■ What is expected:
In full and word for word, give the records again.

==== Task input

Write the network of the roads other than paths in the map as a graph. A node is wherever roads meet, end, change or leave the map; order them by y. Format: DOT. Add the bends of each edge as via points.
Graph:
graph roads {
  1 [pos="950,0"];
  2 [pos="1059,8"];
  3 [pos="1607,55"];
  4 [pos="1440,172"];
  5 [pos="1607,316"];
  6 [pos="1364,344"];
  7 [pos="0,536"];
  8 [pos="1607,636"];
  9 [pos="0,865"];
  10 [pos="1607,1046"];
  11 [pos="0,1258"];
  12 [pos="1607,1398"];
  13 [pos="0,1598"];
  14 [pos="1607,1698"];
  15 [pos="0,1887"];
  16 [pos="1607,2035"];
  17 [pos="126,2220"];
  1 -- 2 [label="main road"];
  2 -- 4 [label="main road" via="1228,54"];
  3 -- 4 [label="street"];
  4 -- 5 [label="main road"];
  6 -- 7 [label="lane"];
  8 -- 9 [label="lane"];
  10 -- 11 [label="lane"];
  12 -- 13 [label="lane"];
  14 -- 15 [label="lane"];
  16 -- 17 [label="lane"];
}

========

■ Reply to the task:
Write the network of the roads other than paths in the map as a graph. A node is wherever roads meet, end, change or leave the map; order them by y. Format: DOT. Add the bends of each edge as via points.
Graph:
graph roads {
  1 [pos="950,0"];
  2 [pos="1059,8"];
  3 [pos="1607,55"];
  4 [pos="1440,172"];
  5 [pos="1607,316"];
  6 [pos="1364,344"];
  7 [pos="0,536"];
  8 [pos="1607,636"];
  9 [pos="0,865"];
  10 [pos="1607,1046"];
  11 [pos="0,1258"];
  12 [pos="1607,1398"];
  13 [pos="0,1598"];
  14 [pos="1607,1698"];
  15 [pos="0,1887"];
  16 [pos="1607,2035"];
  17 [pos="126,2220"];
  1 -- 2 [label="main road"];
  2 -- 4 [label="main road" via="1228,54"];
  3 -- 4 [label="street"];
  4 -- 5 [label="main road"];
  6 -- 7 [label="lane"];
  8 -- 9 [label="lane"];
  10 -- 11 [label="lane"];
  12 -- 13 [label="lane"];
  14 -- 15 [label="lane"];
  16 -- 17 [label="lane"];
}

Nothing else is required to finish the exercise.